Once one or more of the parameters related to asphaltene stability have been calculated for a given hydrocarbon-containing material, it is advantageous to rerun the method for a different hydrocarbon-containing material and then compare the results of each sample to determine which of the samples have better asphaltene stability. For example, if a first sample had a larger overlapping area as compared to a second sample, this is indicative that the asphaltenes in the first sample are less prone to precipitate. Thus, the asphaltenes in the first sample would have greater stability than the asphaltenes in the second sample.
The information obtained from the method of the present invention can then be stored in a relational database. For example, a relational database can be electrically connected to a signal data collector comprising a computer microprocessor for system operation and control to collect the data from the various tests over an extended period of time to compile a library therefrom. The database can be used to find optimum combinations for a desired product stream, and can be particularly useful when the desired product stream varies depending on market factors. When the product requirements change, appropriate combinations can be selected to prepare the desired product.

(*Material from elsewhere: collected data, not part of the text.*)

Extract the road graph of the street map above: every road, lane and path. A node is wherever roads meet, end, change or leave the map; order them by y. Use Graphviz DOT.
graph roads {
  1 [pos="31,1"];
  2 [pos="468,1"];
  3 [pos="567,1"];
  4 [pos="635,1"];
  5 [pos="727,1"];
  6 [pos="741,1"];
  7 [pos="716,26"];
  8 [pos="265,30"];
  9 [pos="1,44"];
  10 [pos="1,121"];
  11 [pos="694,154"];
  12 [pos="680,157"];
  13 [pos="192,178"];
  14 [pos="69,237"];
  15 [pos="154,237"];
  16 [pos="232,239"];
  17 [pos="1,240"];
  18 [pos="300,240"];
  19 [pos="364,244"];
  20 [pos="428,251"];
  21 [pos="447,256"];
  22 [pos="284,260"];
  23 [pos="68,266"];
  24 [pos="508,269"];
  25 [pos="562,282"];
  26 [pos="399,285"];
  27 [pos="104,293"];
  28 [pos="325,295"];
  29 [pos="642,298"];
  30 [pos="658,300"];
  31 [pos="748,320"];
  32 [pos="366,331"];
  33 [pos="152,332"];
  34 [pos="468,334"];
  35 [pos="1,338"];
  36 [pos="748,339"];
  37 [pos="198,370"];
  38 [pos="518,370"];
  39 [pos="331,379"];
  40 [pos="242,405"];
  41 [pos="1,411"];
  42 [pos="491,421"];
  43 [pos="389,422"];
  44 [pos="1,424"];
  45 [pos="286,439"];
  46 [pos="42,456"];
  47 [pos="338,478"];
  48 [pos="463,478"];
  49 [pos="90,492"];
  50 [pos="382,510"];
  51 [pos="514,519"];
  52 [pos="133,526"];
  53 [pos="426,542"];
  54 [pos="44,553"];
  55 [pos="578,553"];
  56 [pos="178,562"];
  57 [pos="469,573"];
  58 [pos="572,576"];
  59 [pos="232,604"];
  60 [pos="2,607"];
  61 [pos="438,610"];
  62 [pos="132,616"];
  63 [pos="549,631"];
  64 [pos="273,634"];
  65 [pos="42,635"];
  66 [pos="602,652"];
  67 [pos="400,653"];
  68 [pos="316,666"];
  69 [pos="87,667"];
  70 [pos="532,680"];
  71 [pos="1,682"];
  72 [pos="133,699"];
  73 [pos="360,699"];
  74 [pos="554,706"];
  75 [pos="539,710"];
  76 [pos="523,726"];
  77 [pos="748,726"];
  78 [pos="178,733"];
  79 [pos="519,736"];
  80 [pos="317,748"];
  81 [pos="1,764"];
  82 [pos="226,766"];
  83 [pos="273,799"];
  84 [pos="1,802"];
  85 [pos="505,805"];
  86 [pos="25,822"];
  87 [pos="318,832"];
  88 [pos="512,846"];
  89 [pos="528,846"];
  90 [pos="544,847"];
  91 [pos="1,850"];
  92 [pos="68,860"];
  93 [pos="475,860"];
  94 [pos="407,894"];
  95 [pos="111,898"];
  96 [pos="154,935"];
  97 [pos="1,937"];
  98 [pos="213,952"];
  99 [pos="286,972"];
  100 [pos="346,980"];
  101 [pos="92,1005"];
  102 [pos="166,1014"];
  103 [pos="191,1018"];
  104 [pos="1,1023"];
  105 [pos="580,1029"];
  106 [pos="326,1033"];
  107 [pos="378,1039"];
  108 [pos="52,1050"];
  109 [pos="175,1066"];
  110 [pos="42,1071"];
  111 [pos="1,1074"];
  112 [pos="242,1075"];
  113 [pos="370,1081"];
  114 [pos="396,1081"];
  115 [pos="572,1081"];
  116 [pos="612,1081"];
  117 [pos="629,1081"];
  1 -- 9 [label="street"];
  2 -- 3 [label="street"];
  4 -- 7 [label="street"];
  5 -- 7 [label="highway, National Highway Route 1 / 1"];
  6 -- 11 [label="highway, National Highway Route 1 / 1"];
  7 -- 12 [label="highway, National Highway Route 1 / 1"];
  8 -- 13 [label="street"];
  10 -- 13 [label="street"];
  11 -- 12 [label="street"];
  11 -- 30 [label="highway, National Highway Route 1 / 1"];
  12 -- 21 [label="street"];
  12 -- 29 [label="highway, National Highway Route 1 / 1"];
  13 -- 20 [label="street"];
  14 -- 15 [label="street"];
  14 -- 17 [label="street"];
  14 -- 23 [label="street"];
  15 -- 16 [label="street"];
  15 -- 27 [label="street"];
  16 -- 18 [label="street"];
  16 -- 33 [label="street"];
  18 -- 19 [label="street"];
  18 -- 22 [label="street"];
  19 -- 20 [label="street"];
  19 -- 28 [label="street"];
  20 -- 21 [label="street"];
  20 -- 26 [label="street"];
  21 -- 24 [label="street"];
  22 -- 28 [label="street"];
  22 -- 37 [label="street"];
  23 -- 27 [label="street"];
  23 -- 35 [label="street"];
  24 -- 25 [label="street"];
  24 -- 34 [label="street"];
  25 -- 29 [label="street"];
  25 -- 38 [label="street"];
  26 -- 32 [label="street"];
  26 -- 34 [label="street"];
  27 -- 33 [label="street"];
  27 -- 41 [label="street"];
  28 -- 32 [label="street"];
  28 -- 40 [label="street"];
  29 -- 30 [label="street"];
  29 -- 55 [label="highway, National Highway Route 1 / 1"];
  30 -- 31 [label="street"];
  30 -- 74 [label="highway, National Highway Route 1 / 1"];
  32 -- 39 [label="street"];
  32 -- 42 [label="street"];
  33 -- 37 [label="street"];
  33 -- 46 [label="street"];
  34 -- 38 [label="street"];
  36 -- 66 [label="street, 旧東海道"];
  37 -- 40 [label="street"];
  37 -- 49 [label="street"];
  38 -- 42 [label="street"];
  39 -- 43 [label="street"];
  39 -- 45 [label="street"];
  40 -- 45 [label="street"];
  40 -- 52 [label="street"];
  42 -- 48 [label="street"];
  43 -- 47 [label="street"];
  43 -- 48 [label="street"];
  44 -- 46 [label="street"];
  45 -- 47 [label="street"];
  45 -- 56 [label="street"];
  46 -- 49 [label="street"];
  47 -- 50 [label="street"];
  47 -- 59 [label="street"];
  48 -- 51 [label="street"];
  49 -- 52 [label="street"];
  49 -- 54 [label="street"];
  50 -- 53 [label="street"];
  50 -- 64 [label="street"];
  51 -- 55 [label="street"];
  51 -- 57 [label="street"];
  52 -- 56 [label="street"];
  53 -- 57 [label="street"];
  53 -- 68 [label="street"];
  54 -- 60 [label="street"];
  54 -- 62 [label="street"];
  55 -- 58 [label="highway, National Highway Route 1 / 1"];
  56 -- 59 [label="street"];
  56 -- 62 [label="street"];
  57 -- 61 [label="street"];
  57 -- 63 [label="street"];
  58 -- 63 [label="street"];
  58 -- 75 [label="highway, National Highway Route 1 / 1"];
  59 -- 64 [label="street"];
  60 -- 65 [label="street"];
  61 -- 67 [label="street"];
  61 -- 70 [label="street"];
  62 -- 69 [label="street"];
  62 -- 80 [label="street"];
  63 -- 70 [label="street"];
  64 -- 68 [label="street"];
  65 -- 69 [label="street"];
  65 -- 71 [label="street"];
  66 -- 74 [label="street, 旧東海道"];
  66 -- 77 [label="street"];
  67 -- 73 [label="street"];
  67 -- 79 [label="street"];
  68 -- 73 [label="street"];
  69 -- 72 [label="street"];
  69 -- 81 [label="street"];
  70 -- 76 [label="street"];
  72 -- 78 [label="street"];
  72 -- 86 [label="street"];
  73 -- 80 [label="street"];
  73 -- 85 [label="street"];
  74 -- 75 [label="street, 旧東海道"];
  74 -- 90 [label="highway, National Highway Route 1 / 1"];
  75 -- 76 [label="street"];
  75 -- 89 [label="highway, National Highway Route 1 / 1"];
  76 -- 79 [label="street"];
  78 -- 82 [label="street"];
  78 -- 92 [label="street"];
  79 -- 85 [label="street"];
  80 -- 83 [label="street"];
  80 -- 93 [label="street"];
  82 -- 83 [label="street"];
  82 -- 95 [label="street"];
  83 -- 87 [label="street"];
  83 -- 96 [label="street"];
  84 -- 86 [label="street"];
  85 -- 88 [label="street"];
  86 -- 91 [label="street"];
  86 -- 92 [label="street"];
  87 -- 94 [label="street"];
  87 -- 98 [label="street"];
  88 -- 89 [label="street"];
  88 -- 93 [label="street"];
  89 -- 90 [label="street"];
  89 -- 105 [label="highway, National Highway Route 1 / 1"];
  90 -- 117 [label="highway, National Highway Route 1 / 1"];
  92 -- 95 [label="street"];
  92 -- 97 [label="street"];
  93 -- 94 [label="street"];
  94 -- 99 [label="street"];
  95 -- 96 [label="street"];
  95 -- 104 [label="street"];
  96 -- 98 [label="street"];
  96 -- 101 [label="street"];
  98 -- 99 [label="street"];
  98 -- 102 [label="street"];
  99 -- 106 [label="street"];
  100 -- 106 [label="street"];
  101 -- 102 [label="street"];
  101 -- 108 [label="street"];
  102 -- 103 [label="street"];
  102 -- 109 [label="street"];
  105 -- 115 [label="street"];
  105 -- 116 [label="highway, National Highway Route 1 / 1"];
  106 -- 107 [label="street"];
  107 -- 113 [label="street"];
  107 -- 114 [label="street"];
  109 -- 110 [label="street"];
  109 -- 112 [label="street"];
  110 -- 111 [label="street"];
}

Once the asphaltene stability of one or more hydrocarbon-containing materials has been determined, one or more of the selected hydrocarbon-containing material having a desired asphaltene stability can then be used as a refinery feedstock in one or more crude hydrocarbon refining components within a refinery and subjected to one or more refinery processes. The refinery processes that the one or more of the selected hydrocarbon-containing material can be used in are well known in the art.
The term “crude hydrocarbon refinery component” generally refers to an apparatus or instrumentality of a process to refine crude hydrocarbons, such as an oil refinery process, which is, or may be, susceptible to fouling. Crude hydrocarbon refinery components include, but are not limited to, heat transfer components such as a heat exchanger, a furnace, a crude preheater, a coker preheater, or any other heaters, a FCC slurry bottom, a debutanizer exchanger/tower, other feed/effluent exchangers and furnace air preheaters in refinery facilities, flare compressor components in refinery facilities and steam cracker/reformer tubes in petrochemical facilities. Crude hydrocarbon refinery components can also include other instrumentalities in which heat transfer may take place, such as a fractionation or distillation column, a scrubber, a reactor, a liquid-jacketed tank, a pipestill, a coker and a visbreaker. It is understood that “crude hydrocarbon refinery components,” as used herein, encompass tubes, piping, baffles and other process transport mechanisms that are internal to, at least partially constitute, and/or are in direct fluid communication with, any one of the above-mentioned crude hydrocarbon refinery components.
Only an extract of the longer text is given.